Il y a de ces disques qui réussissent à transcender les genres, sembler la cristallisation de tant d’idées subtilement variées qu’ils s’imposent comme œuvres uniques, rares, totales. Mürmuüre est un projet plutôt anonyme dont on ne sait réellement déterminer la genèse, ni d’ailleurs la fin, n’ayant produit qu’un seul disque éponyme. Beaucoup de choses ont déjà été dites à son sujet, des chroniques rateyourmusic à celles des plus obscurs blogs de passionnés, mais tant reste à dire. Ce, probablement car l’œuvre elle-même échappe à chacun, ne semble exister que par et pour elle-même, impossible à cerner totalement ni décrire justement.
Mürmuüre c’est un voyage qui débute en nous ramenant à Pasolini, avec un sample des mélodies de Carl Orff pour Salò. Le ton semble déjà donné, et pourtant les surprises n’arrivent qu’ensuite, à la lumière d’un artwork mystérieux, évocateur sans que l’on sache trop pourquoi. Par la suite, et une demi-heure durant, on se retrouve absorbé dans une musique ambiante, distordue et hargneuse autant que sublime et aérienne. Selon les mots de son auteur, l’ensemble serait tiré d’une seule session d’improvisation à la guitare, soit un collage des passages de cette transe entre eux, agrémentés de divers enregistrements et samples, comme pour composer à partir de la catharsis elle-même. La démarche est passionnante - la part de calcul et d’improvisation plus difficile à mesurer, et alimente d’autant plus la légende autour du disque, atterri sur la terre comme s’il était comète tombant du ciel.

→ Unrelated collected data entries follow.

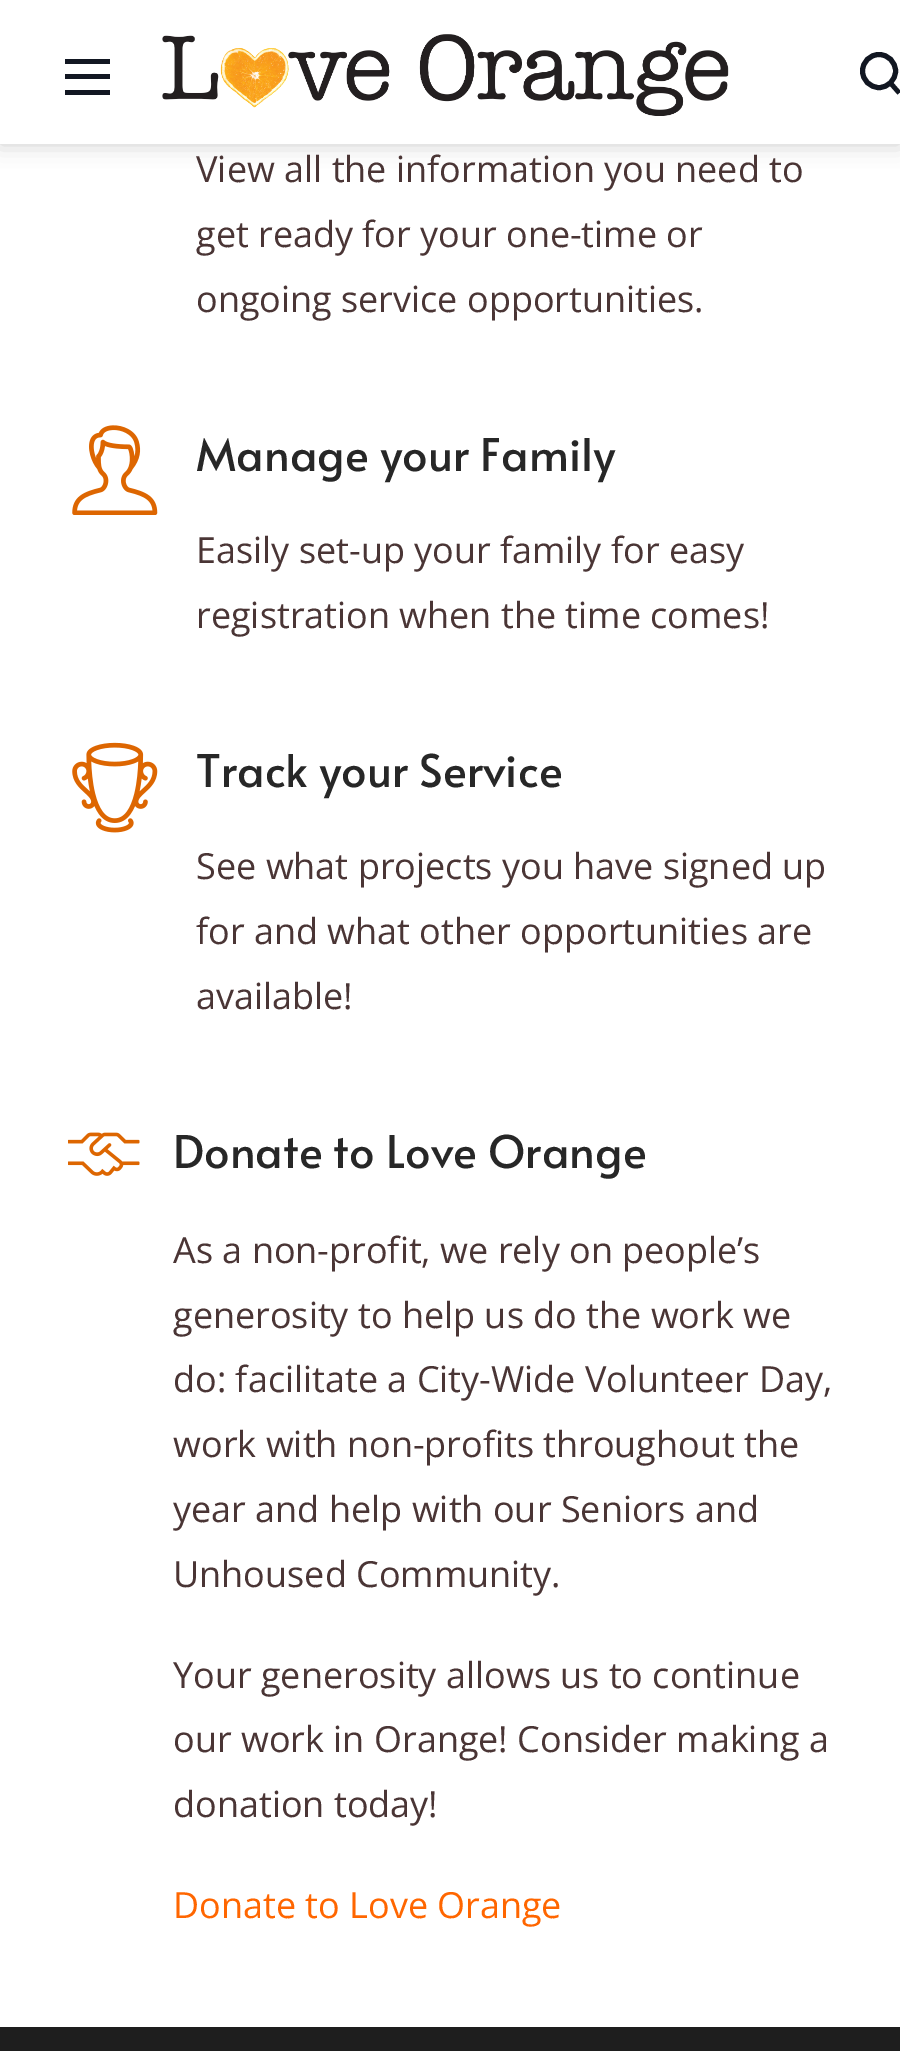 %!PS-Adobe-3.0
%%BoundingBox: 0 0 900 2051
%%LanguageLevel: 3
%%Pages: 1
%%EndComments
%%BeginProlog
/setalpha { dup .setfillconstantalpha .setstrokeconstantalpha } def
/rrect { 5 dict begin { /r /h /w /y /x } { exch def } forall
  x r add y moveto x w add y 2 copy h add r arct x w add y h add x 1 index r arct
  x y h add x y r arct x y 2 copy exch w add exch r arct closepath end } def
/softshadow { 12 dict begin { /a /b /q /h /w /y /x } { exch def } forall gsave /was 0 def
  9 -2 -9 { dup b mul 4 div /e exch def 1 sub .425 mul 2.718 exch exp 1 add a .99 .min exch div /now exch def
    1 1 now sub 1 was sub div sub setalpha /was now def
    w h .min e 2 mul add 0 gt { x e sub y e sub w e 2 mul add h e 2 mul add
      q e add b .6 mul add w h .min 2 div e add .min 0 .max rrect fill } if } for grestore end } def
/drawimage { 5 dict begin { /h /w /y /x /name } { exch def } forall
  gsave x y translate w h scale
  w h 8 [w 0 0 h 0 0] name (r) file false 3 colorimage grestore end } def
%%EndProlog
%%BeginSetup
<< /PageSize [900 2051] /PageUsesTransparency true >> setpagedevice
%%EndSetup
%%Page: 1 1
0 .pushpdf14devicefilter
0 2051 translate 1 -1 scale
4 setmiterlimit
1 setgray
0 0 900 2051 rectfill
0 setgray
0 0 900 144 0 11 0.2 softshadow
1 setgray
0 0 900 144 rectfill
0.071 0.09 0.133 setrgbcolor
65 59 45 5 rectfill
65 74 45 5 rectfill
65 90 45 5 rectfill
(images/1.raw) 162 34 567 82 drawimage
5 setlinewidth
newpath 879 71 16.5 0 360 arc closepath stroke
newpath 893.5 83 moveto 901 91.5 lineto 897.5 94.5 lineto 890 86 lineto closepath fill
(images/2.raw) 72 425 86 90 drawimage
(images/3.raw) 72 742 86 91 drawimage
(images/4.raw) 68 1132 72 44 drawimage
0.118 setgray
0 2027 900 24 rectfill
/OpenSans-Regular [36 0 0 -36 0 0] selectfont
0.29 0.208 0.208 setrgbcolor
196 182 moveto (View all the information you need to) show
196 247 moveto (get ready for your one-time or) show
196 312 moveto (ongoing service opportunities.) show
/Alata-Regular [45 0 0 -45 0 0] selectfont
0.153 setgray
196 471 moveto (Manage your Family) show
/OpenSans-Regular [36 0 0 -36 0 0] selectfont
0.29 0.208 0.208 setrgbcolor
196 563 moveto (Easily set-up your family for easy) show
196 628 moveto (registration when the time comes!) show
/Alata-Regular [45 0 0 -45 0 0] selectfont
0.153 setgray
196 787 moveto (Track your Service) show
/OpenSans-Regular [36 0 0 -36 0 0] selectfont
0.29 0.208 0.208 setrgbcolor
196 879 moveto (See what projects you have signed up) show
196 944 moveto (for and what other opportunities are) show
196 1009 moveto (available!) show
/Alata-Regular [45 0 0 -45 0 0] selectfont
0.153 setgray
173 1168 moveto (Donate to Love Orange) show
/OpenSans-Regular [36 0 0 -36 0 0] selectfont
0.29 0.208 0.208 setrgbcolor
173 1263 moveto (As a non-profit, we rely on people’s) show
173 1328 moveto (generosity to help us do the work we) show
173 1392 moveto (do: facilitate a City-Wide Volunteer Day,) show
173 1457 moveto (work with non-profits throughout the) show
173 1522 moveto (year and help with our Seniors and) show
173 1587 moveto (Unhoused Community.) show
173 1688 moveto (Your generosity allows us to continue) show
173 1752 moveto (our work in Orange! Consider making a) show
173 1817 moveto (donation today!) show
1 0.4 0 setrgbcolor
173 1918 moveto (Donate to Love Orange) show
.poppdf14devicefilter showpage
%%EOF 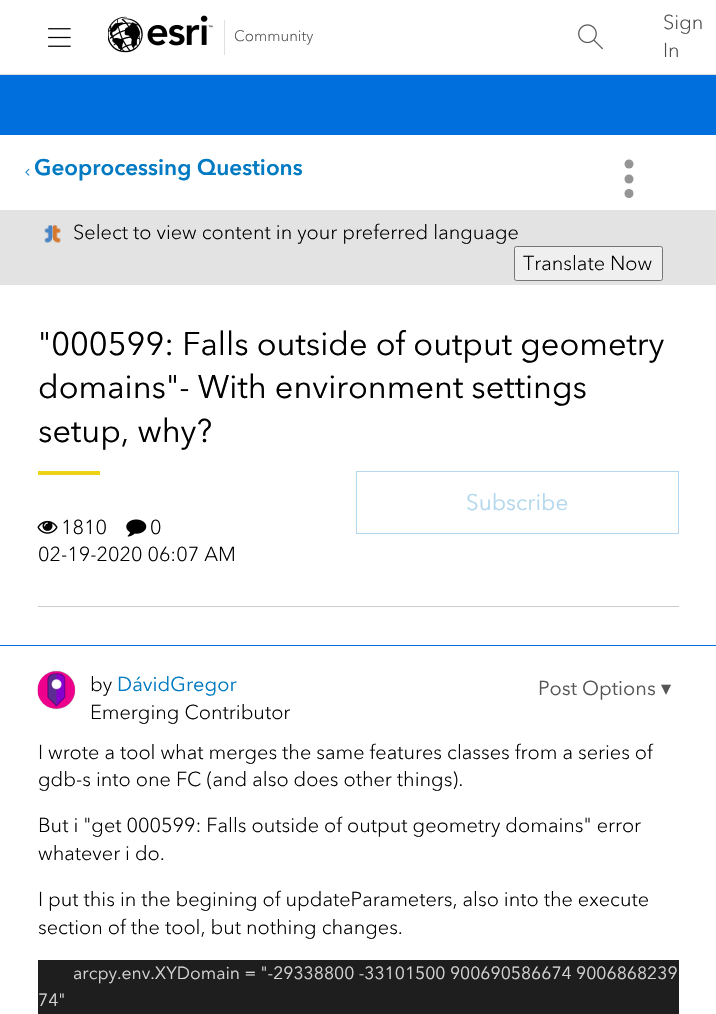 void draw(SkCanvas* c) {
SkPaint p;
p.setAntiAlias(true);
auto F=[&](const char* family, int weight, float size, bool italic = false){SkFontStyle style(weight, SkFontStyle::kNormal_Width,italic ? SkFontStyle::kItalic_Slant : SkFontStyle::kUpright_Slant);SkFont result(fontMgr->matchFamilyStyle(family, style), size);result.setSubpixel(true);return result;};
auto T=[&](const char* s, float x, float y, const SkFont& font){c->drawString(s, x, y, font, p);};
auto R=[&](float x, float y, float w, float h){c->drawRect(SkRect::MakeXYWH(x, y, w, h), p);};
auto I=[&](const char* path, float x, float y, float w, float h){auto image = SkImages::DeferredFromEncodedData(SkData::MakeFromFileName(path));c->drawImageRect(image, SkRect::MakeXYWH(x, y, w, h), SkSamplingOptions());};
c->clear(0xff006fde);
p.setColor(0xffffffff);
R(0,0,716,74);
p.setColor(0xffe0e0e0);
R(0,74,716,1);
I("1.png",48,28,23,19);
I("2.png",108,15,105,38);
R(224,20,1,35);
auto f1 = F("Avenir Next",300,15);
p.setColor(0xff555555);
T("Community",234,41,f1);
I("3.png",578,24,25,26);
auto f2 = F("Avenir Next",300,20);
p.setColor(0xff4c4c4c);
T("Sign",663,29,f2);
T("In",663,57,f2);
p.setColor(0xffffffff);
R(0,135,716,75);
I("4.png",25,168,5,8);
auto f3 = F("Avenir Next",700,22.5);
p.setColor(0xff007ac2);
T("Geoprocessing Questions",34,175,f3);
p.setColor(0xff959595);
c->drawCircle(629,164,4.5,p);
c->drawCircle(629,179,4.5,p);
c->drawCircle(629,193.5,4.5,p);
p.setColor(0xffe3e3e3);
R(0,210,716,75);
I("5.png",44,225,17,18);
p.setColor(0xff000000);
T("Select to view content in your preferred language",73,239,f2);
p.setColor(0xffefefef);
c->drawRoundRect(SkRect::MakeXYWH(514.5,246.5,148,34),2,2,p);
p.setStroke(true);
p.setStrokeWidth(1);
p.setColor(0xff767676);
c->drawRoundRect(SkRect::MakeXYWH(514.5,246.5,148,34),2,2,p);
p.setStroke(false);
p.setColor(0xff000000);
T("Translate Now",523,270,f2);
p.setColor(0xffffffff);
R(0,285,716,360);
auto f4 = F("Avenir Next",400,32.5);
p.setColor(0xff000000);
T("\"000599: Falls outside of output geometry",38,355,f4);
T("domains\"- With environment settings",38,398,f4);
T("setup, why?",38,442,f4);
p.setColor(0xffedd317);
R(38,471,62,4);
p.setStroke(true);
p.setColor(0xffb3d7ed);
c->drawRect(SkRect::MakeXYWH(356.5,471.5,322,62),p);
auto f5 = F("Avenir Next",400,22.5);
p.setStroke(false);
T("Subscribe",466,510,f5);
I("6.png",37,520,21,14);
p.setColor(0xff000000);
T("1810",61,534,f2);
I("7.png",126,519,21,18);
T("0",150,534,f2);
T("02-19-2020 06:07 AM",38,561,f2);
p.setColor(0xffcccccc);
R(38,606,641,1);
p.setColor(0xffffffff);
R(0,646,716,368);
p.setColor(0xff959595);
p.setMaskFilter(SkMaskFilter::MakeBlur(kNormal_SkBlurStyle, .5));
c->drawRoundRect(SkRect::MakeXYWH(38,671,37,38),18.5,18.5,p);
p.setMaskFilter(nullptr);
I("8.png",37,671,38,38);
p.setColor(0xff000000);
T("by",90,691,f2);
auto f6 = F("Avenir Next",400,20);
p.setColor(0xff007ac2);
T("DávidGregor",117,691,f6);
p.setColor(0xff000000);
T("Emerging Contributor",90,719,f2);
p.setColor(0xff555555);
T("Post Options",538,695,f6);
auto f7 = F("DejaVu Sans",400,20);
T("▾",661,695,f7);
p.setColor(0xff000000);
T("I wrote a tool what merges the same features classes from a series of",38,759,f2);
T("gdb-s into one FC (and also does other things).",38,786,f2);
T("But i \"get 000599: Falls outside of output geometry domains\" error",38,832,f2);
T("whatever i do.",38,860,f2);
T("I put this in the begining of updateParameters, also into the execute",38,906,f2);
T("section of the tool, but nothing changes.",38,934,f2);
p.setColor(0xff1e1e1e);
R(38,960,641,54);
auto f8 = F("Avenir Next",400,17.5);
p.setColor(0xffd4d4d4);
T("arcpy.env.XYDomain = \"-29338800 -33101500 900690586674 9006868239",73,979,f8);
T("74\"",38,1006,f8);
} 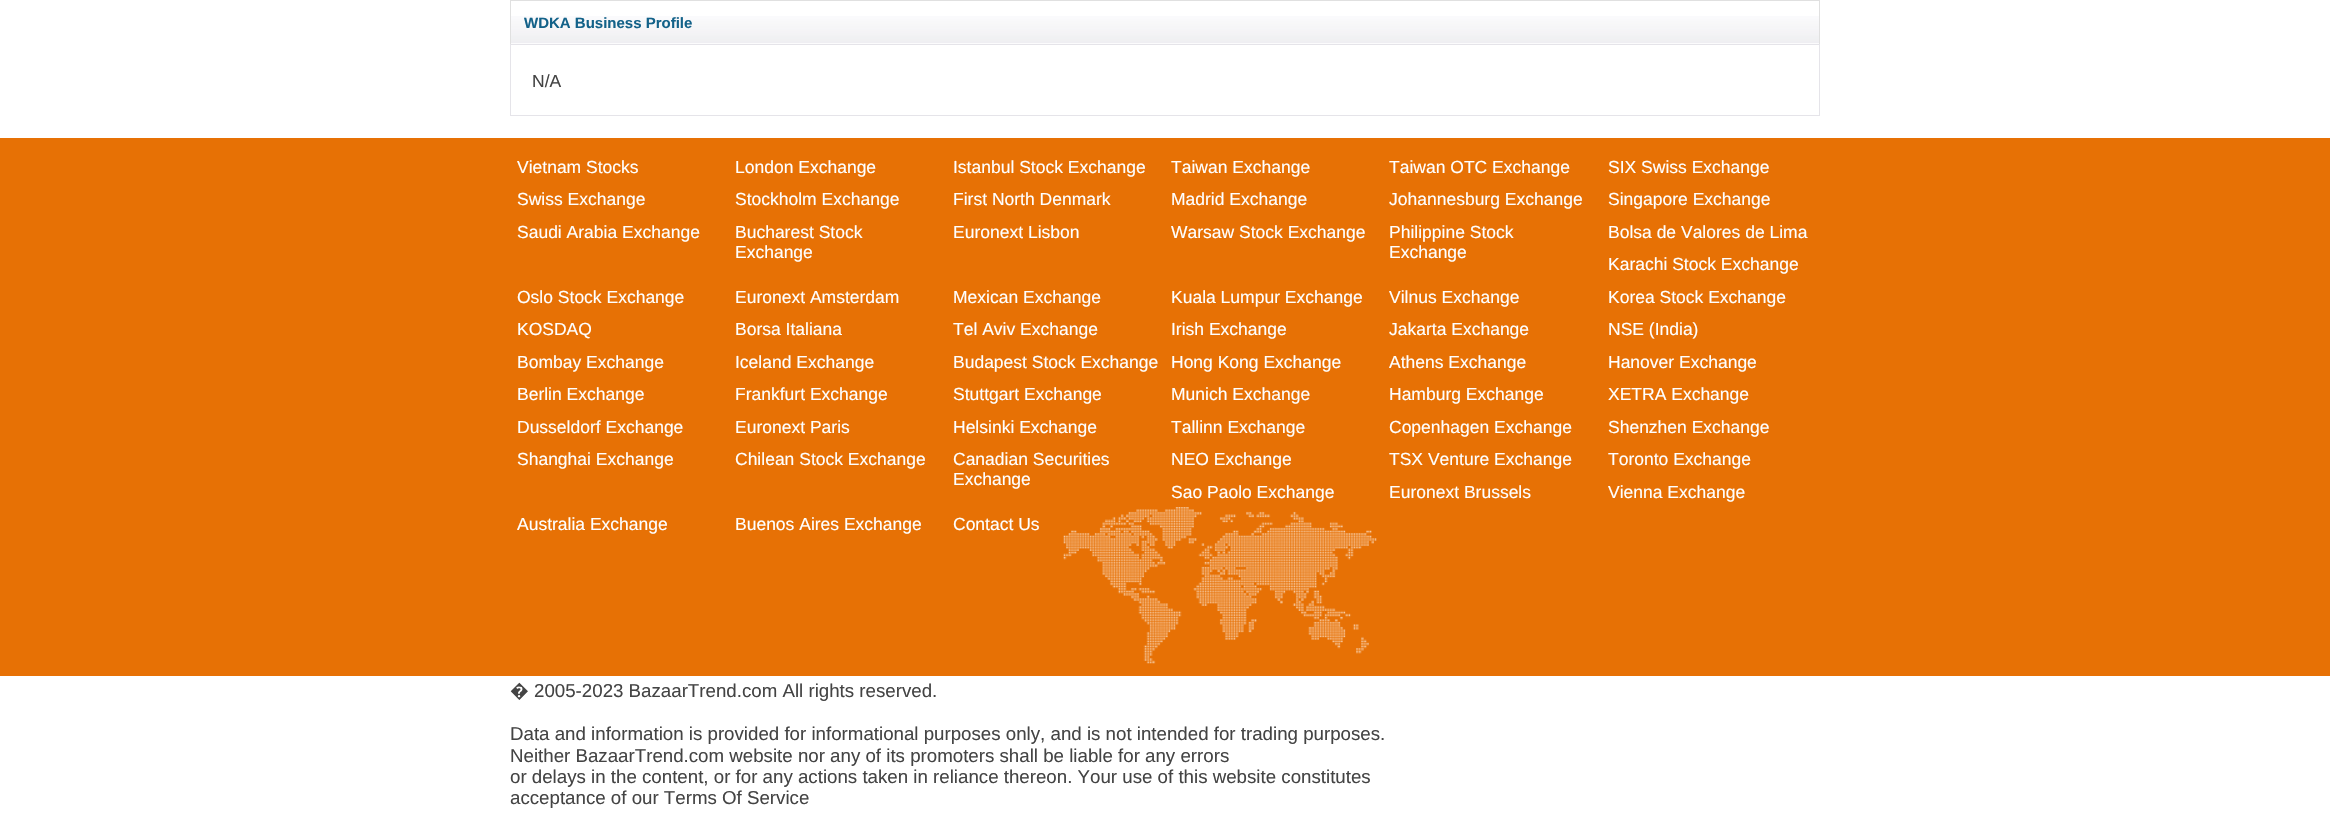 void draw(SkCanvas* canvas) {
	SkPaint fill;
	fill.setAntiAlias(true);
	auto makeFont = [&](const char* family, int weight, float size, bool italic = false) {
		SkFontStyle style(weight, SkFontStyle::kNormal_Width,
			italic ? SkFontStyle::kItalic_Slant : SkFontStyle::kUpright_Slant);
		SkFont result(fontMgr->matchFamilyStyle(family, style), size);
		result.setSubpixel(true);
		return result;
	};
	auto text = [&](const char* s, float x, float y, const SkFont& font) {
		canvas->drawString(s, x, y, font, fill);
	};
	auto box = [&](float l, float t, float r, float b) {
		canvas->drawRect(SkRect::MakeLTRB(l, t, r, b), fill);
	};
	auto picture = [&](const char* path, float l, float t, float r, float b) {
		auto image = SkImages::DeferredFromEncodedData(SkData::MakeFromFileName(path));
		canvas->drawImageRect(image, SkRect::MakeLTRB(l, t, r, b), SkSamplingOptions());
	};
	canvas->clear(0xFFFFFFFF);
	picture("image0.png", 511, 16, 1819, 44);
	fill.setColor(0xFFE0E0E0);
	box(510, 0, 1820, 1);
	box(1819, 0, 1820, 44);
	box(510, 0, 511, 44);
	fill.setStyle(SkPaint::kStroke_Style);
	fill.setStrokeWidth(1);
	fill.setColor(0xFFE5E4E9);
	canvas->drawRect(SkRect::MakeLTRB(510.5f, 44.5f, 1819.5f, 115.5f), fill);
	fill.setStyle(SkPaint::kFill_Style);
	fill.setColor(0xFFE77105);
	box(0, 138, 2330, 676);
	picture("image1.png", 1063, 507, 1377, 664);
	auto font1 = makeFont("Liberation Sans", 700, 15);
	fill.setColor(0xFF136289);
	text("WDKA Business Profile", 524, 28, font1);
	auto font2 = makeFont("Liberation Sans", 400, 17.5f);
	fill.setColor(0xFF444444);
	text("N/A", 532, 87, font2);
	fill.setColor(0xFFFFFFFF);
	text("Vietnam Stocks", 517, 173, font2);
	text("London Exchange", 735, 173, font2);
	text("Istanbul Stock Exchange", 953, 173, font2);
	text("Taiwan Exchange", 1171, 173, font2);
	text("Taiwan OTC Exchange", 1389, 173, font2);
	text("SIX Swiss Exchange", 1608, 173, font2);
	text("Swiss Exchange", 517, 205, font2);
	text("Stockholm Exchange", 735, 205, font2);
	text("First North Denmark", 953, 205, font2);
	text("Madrid Exchange", 1171, 205, font2);
	text("Johannesburg Exchange", 1389, 205, font2);
	text("Singapore Exchange", 1608, 205, font2);
	text("Saudi Arabia Exchange", 517, 238, font2);
	text("Bucharest Stock", 735, 238, font2);
	text("Exchange", 735, 258, font2);
	text("Euronext Lisbon", 953, 238, font2);
	text("Warsaw Stock Exchange", 1171, 238, font2);
	text("Philippine Stock", 1389, 238, font2);
	text("Exchange", 1389, 258, font2);
	text("Bolsa de Valores de Lima", 1608, 238, font2);
	text("Karachi Stock Exchange", 1608, 270, font2);
	text("Oslo Stock Exchange", 517, 303, font2);
	text("Euronext Amsterdam", 735, 303, font2);
	text("Mexican Exchange", 953, 303, font2);
	text("Kuala Lumpur Exchange", 1171, 303, font2);
	text("Vilnus Exchange", 1389, 303, font2);
	text("Korea Stock Exchange", 1608, 303, font2);
	text("KOSDAQ", 517, 335, font2);
	text("Borsa Italiana", 735, 335, font2);
	text("Tel Aviv Exchange", 953, 335, font2);
	text("Irish Exchange", 1171, 335, font2);
	text("Jakarta Exchange", 1389, 335, font2);
	text("NSE (India)", 1608, 335, font2);
	text("Bombay Exchange", 517, 368, font2);
	text("Iceland Exchange", 735, 368, font2);
	text("Budapest Stock Exchange", 953, 368, font2);
	text("Hong Kong Exchange", 1171, 368, font2);
	text("Athens Exchange", 1389, 368, font2);
	text("Hanover Exchange", 1608, 368, font2);
	text("Berlin Exchange", 517, 400, font2);
	text("Frankfurt Exchange", 735, 400, font2);
	text("Stuttgart Exchange", 953, 400, font2);
	text("Munich Exchange", 1171, 400, font2);
	text("Hamburg Exchange", 1389, 400, font2);
	text("XETRA Exchange", 1608, 400, font2);
	text("Dusseldorf Exchange", 517, 433, font2);
	text("Euronext Paris", 735, 433, font2);
	text("Helsinki Exchange", 953, 433, font2);
	text("Tallinn Exchange", 1171, 433, font2);
	text("Copenhagen Exchange", 1389, 433, font2);
	text("Shenzhen Exchange", 1608, 433, font2);
	text("Shanghai Exchange", 517, 465, font2);
	text("Chilean Stock Exchange", 735, 465, font2);
	text("Canadian Securities", 953, 465, font2);
	text("Exchange", 953, 485, font2);
	text("NEO Exchange", 1171, 465, font2);
	text("TSX Venture Exchange", 1389, 465, font2);
	text("Toronto Exchange", 1608, 465, font2);
	text("Sao Paolo Exchange", 1171, 498, font2);
	text("Euronext Brussels", 1389, 498, font2);
	text("Vienna Exchange", 1608, 498, font2);
	text("Australia Exchange", 517, 530, font2);
	text("Buenos Aires Exchange", 735, 530, font2);
	text("Contact Us", 953, 530, font2);
	auto font3 = makeFont("Noto Sans", 400, 18.7f);
	fill.setColor(0xFF444444);
	text("�", 510, 697, font3);
	auto font4 = makeFont("Liberation Sans", 400, 18.7f);
	text("2005-2023 BazaarTrend.com All rights reserved.", 534, 697, font4);
	text("Data and information is provided for informational purposes only, and is not intended for trading purposes.", 510, 740, font4);
	text("Neither BazaarTrend.com website nor any of its promoters shall be liable for any errors", 510, 762, font4);
	text("or delays in the content, or for any actions taken in reliance thereon. Your use of this website constitutes", 510, 783, font4);
	text("acceptance of our Terms Of Service", 510, 804, font4);
}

On marche d’abord au travers d’un jardin de fleurs, et les couleurs environnantes sont délavées, kitsch, pastels. Tout d’un coup, les filtres virent au négatif, et la vision joyeuse d’un temps se transforme en une horreur magnifique qui nous fait frissonner. Le bruit et la béatitude, les frissons et la contemplation. Du Black Metal ici ? Peut-être. Mais autant, à vrai dire, ne pas trop se fier aux étiquettes, et plonger tête baissée, sans réfléchir davantage, dans cette œuvre autant cryptique que passionnante. Le disque fête d’ailleurs ses 10 ans cette année, et demeure œuvre inégalée en son genre. Comme un murmure qui passe à l’oreille, et nous marque à vie.